Francisco Llorens Díaz (10 April 1874, La Coruña - 11 February 1948, Madrid) was a Spanish-Galician painter; best known for still-lifes and landscapes.

== Biography ==
He was born to a family of merchants. While obtaining a commercial education, he began taking classes in drawing at the School of Arts and Crafts in La Coruña, where his teacher was the military artist, Román Navarro. This led him to choose painting over business as a career, so he moved to Madrid and enrolled at the Real Academia de Bellas Artes de San Fernando and studied with Carlos de Haes. He completed his initial training in the workshops of Joaquín Sorolla.

The Grotto of the Seagulls

Thanks to a grant, he was able to attend the Spanish Academy in Rome, as well as traveling to Belgium and the Netherlands, together with a group of his fellow students. This included several months of intense study in Bruges, a city which made a great impression on him. Three of the works he created in Rome were acquired by the Spanish ambassador for display in the Quirinal Palace. He returned to Spain in 1906.

Over the next two decades, he participated in numerous exhibitions; notably a showing in 1917 at the Second Exposition of Galician Art and, that same year, at the Galerías Layetanas in Barcelona, jointly with his friend, Fernando Álvarez de Sotomayor. He also had showings at exhibitions in Panama and Buenos Aires, but never actually visited America. At the National Exhibition of Fine Arts of 1922, he was awarded a First Class prize for his landscape, "Rías Baixas". In 1929, he was commissioned to organize the Galician pavilion at the Ibero-American Exposition.

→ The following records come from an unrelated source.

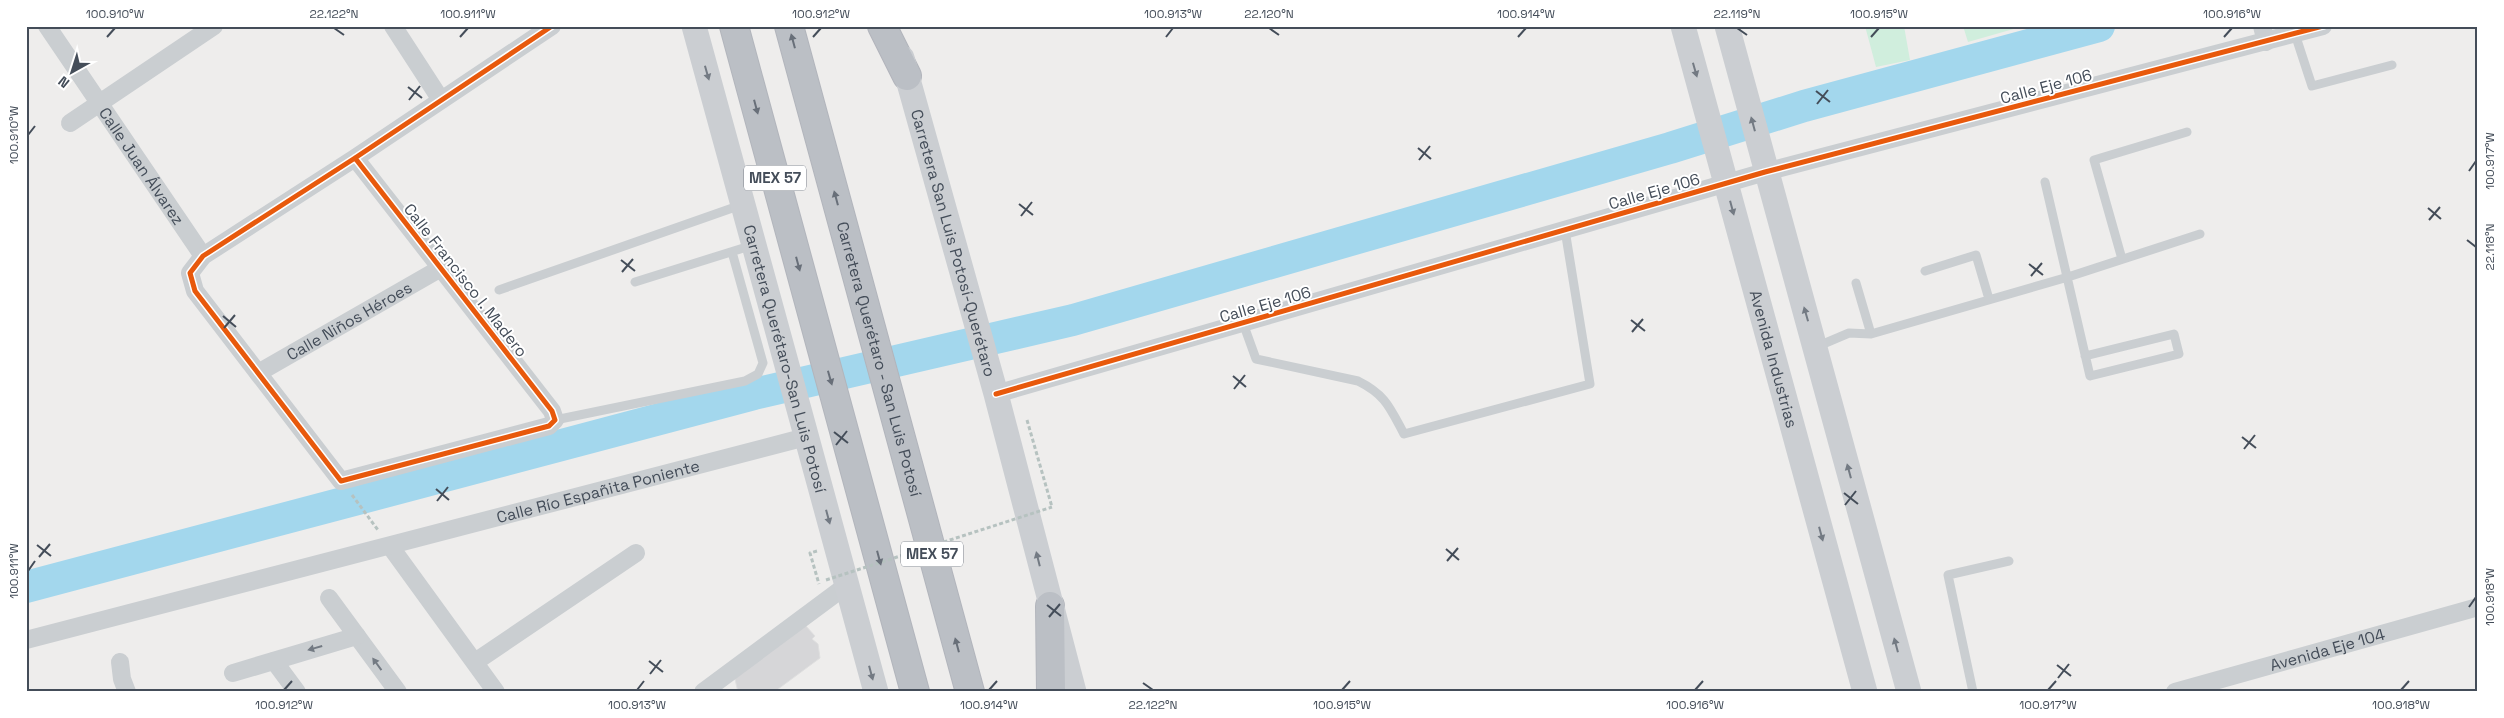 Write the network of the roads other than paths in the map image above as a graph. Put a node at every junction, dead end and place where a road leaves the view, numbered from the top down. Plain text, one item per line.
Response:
1 (47, 26) edge
2 (214, 26) edge
3 (393, 26) edge
4 (552, 26) edge
5 (694, 26) edge
6 (734, 26) edge
7 (789, 26) edge
8 (882, 26) edge
9 (893, 26) edge
10 (1683, 26) edge
11 (1727, 26) edge
12 (2323, 26) edge
13 (2264, 34) edge
14 (2295, 34) junction
15 (2392, 65) dead end
16 (907, 76) junction
17 (441, 100) junction
18 (99, 102) junction
19 (70, 123) dead end
20 (2187, 132) dead end
21 (355, 158) junction
22 (1763, 161) junction
23 (1722, 172) junction
24 (2045, 182) dead end
25 (744, 204) junction
26 (1565, 230) junction
27 (2200, 234) dead end
28 (755, 244) junction
29 (732, 252) junction
30 (203, 256) junction
31 (2122, 259) junction
32 (441, 268) junction
33 (1925, 271) dead end
34 (2068, 277) junction
35 (635, 282) dead end
36 (1856, 283) dead end
37 (499, 290) dead end
38 (1989, 299) junction
39 (1243, 323) junction
40 (1871, 334) junction
41 (1815, 347) junction
42 (2085, 356) junction
43 (258, 373) junction
44 (1007, 391) junction
45 (555, 420) junction
46 (804, 428) junction
47 (385, 540) junction
48 (636, 553) dead end
49 (2009, 561) dead end
50 (836, 582) junction
51 (329, 598) dead end
52 (1050, 606) junction
53 (2478, 607) edge
54 (357, 636) junction
55 (26, 640) edge
56 (274, 661) junction
57 (120, 662) dead end
58 (475, 662) junction
59 (233, 673) dead end
60 (127, 692) edge
61 (297, 692) edge
62 (398, 692) edge
63 (496, 692) edge
64 (702, 692) edge
65 (876, 692) edge
66 (915, 692) edge
67 (970, 692) edge
68 (1052, 692) edge
69 (1074, 692) edge
70 (1865, 692) edge
71 (1909, 692) edge
72 (1973, 692) edge
73 (2175, 692) edge

1 - 18 street, Calle Juan Álvarez
2 - 18 street
3 - 17 street
4 - 17 street
5 -> 25 main road, Carretera Querétaro-San Luis Potosí
6 -> 66 highway, MEX 57
67 -> 7 highway, Carretera Querétaro - San Luis Potosí / MEX 57
8 - 16 highway
9 - 16 main road, Carretera San Luis Potosí-Querétaro
10 -> 23 main road, Avenida Industrias
22 -> 11 main road
12 - 14 street, Calle Eje 106
13 - 14 street, Calle Eje 106
13 - 22 street, Calle Eje 106
14 - 15 lane
16 - 44 main road, Carretera San Luis Potosí-Querétaro
17 - 21 street
18 - 19 street
18 - 30 street, Calle Juan Álvarez
20 - 31 lane
21 - 30 street
21 - 32 street, Calle Francisco I. Madero
22 - 23 street, Calle Eje 106
41 -> 22 main road
23 - 26 street, Calle Eje 106
23 -> 70 main road, Avenida Industrias
24 - 34 lane
25 - 28 main road, Carretera Querétaro-San Luis Potosí
25 - 37 lane
26 - 39 street, Calle Eje 106
26 - 39 lane
27 - 31 lane
28 - 29 lane
28 - 46 main road, Carretera Querétaro-San Luis Potosí
29 - 35 lane
29 - 45 lane
30 - 43 street
31 - 34 lane
32 - 43 street, Calle Niños Héroes
32 - 45 street, Calle Francisco I. Madero
33 - 38 lane
34 - 38 lane
34 - 42 lane
36 - 40 lane
38 - 40 lane
39 - 44 street, Calle Eje 106
40 - 41 lane
71 -> 41 main road
42 - 42 lane
43 - 45 street
52 -> 44 main road, Carretera San Luis Potosí-Querétaro
46 - 47 street, Calle Río Españita Poniente
46 -> 50 main road, Carretera Querétaro-San Luis Potosí
47 - 55 street, Calle Río Españita Poniente
47 - 58 street
48 - 58 street
49 - 72 lane
50 - 64 street
50 -> 65 main road, Carretera Querétaro-San Luis Potosí
51 - 54 street
52 - 68 highway
52 - 69 main road, Carretera San Luis Potosí-Querétaro
53 - 73 street, Avenida Eje 104
54 -> 56 street
62 -> 54 street
56 - 59 street
56 - 61 street
57 - 60 street
58 - 63 street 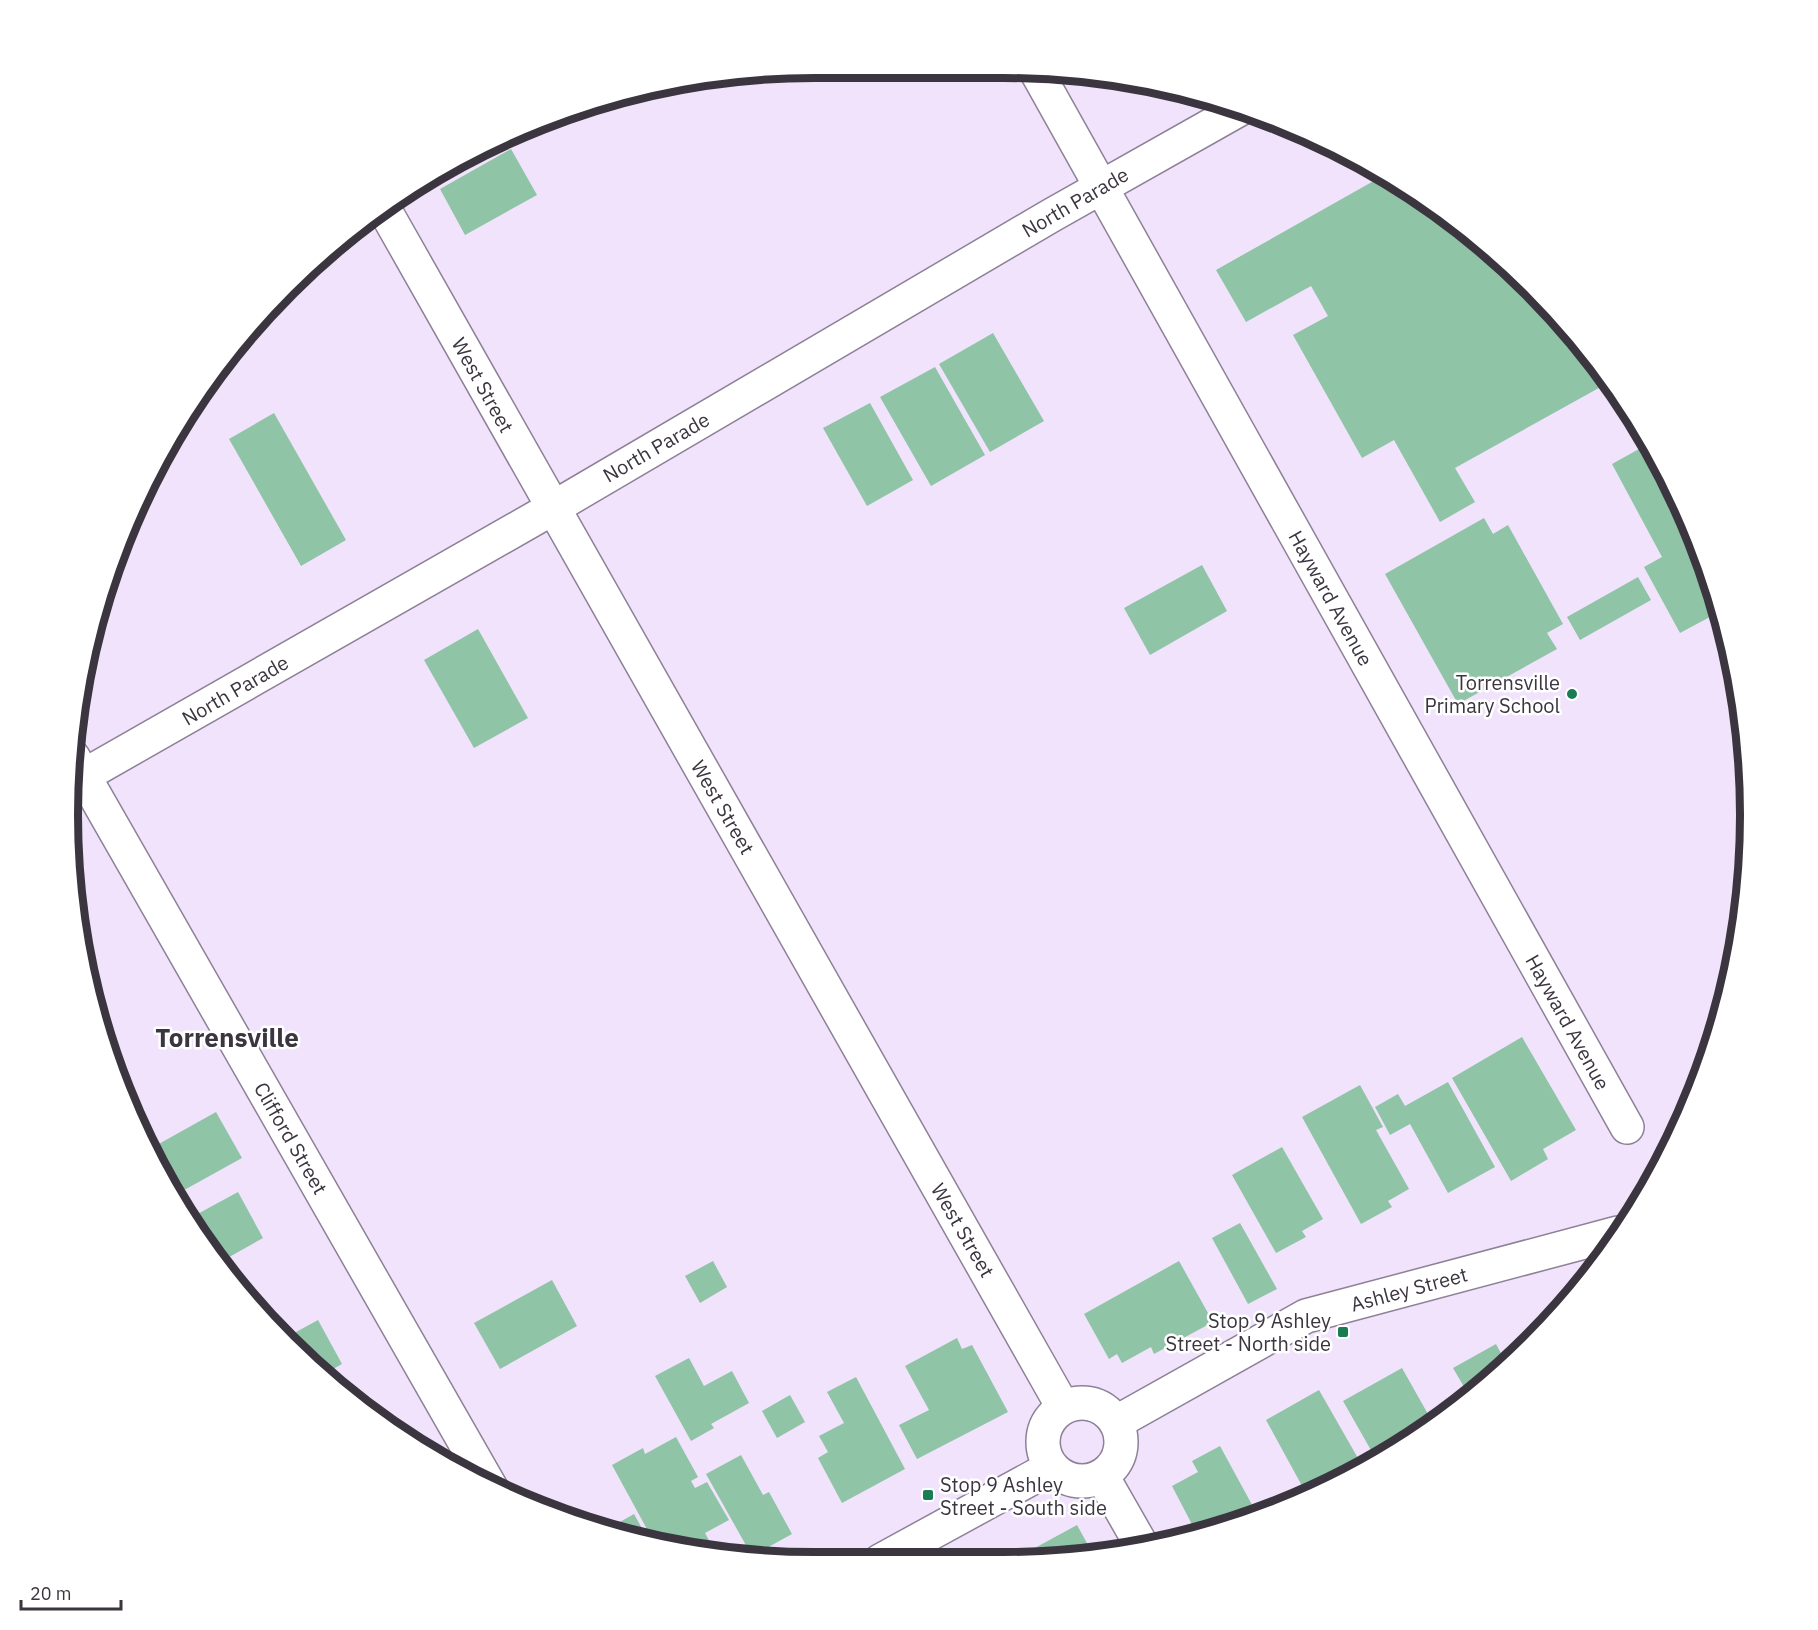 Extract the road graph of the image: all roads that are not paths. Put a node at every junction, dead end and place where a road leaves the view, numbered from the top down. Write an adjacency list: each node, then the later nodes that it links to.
1 (1041, 80): 3 (street, Hayward Avenue)
2 (1231, 114): 3 (street, North Parade)
3 (1102, 186): 5 (street, North Parade); 8 (street, Hayward Avenue)
4 (388, 215): 5 (street, West Street)
5 (553, 507): 6 (street, North Parade); 10 (street, West Street)
6 (80, 770)
7 (80, 778): 13 (street, Clifford Street)
8 (1627, 1127)
9 (1608, 1236): 11 (street, Ashley Street)
10 (1063, 1407): 11 (street); 12 (street)
11 (1117, 1422): 14 (street)
12 (1052, 1467): 14 (street); 16 (street)
13 (482, 1472)
14 (1102, 1476): 15 (street)
15 (1138, 1539)
16 (896, 1552)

In 1918, he married Eva Rodríguez; daughter of a prominent physician in La Coruña. She died in 1925, leaving him with two daughters. Shortly after, he was awarded the Grand Cross of the Order of Charles III.

Rías Baixas

During the Spanish Civil War, he remained in Madrid until 1938, when he and his daughters fled to Valencia with the Republican army. There, he devoted himself to painting still-lifes. After the war, he divided his time between Madrid and Galicia, where he created landscapes. In 1942, he was named an Academician at his alma mater, the Real Academia. The following year, he received similar honors at the Real Academia Gallega.

In 1945, his health began to decline, and he suffered from episodes of severe memory loss. He died in 1948, and was buried next to his wife.

In 1972, a major retrospective was presented in Madrid, followed by exhibitions in La Coruña and Vigo. His works may be seen in numerous museums and collections throughout Galicia, including the Museo Provincial de Lugo, Museo de Bellas Artes de La Coruña, Museo de Pontevedra and the Museo Quiñones de León. The Museo del Prado possesses eight of his works.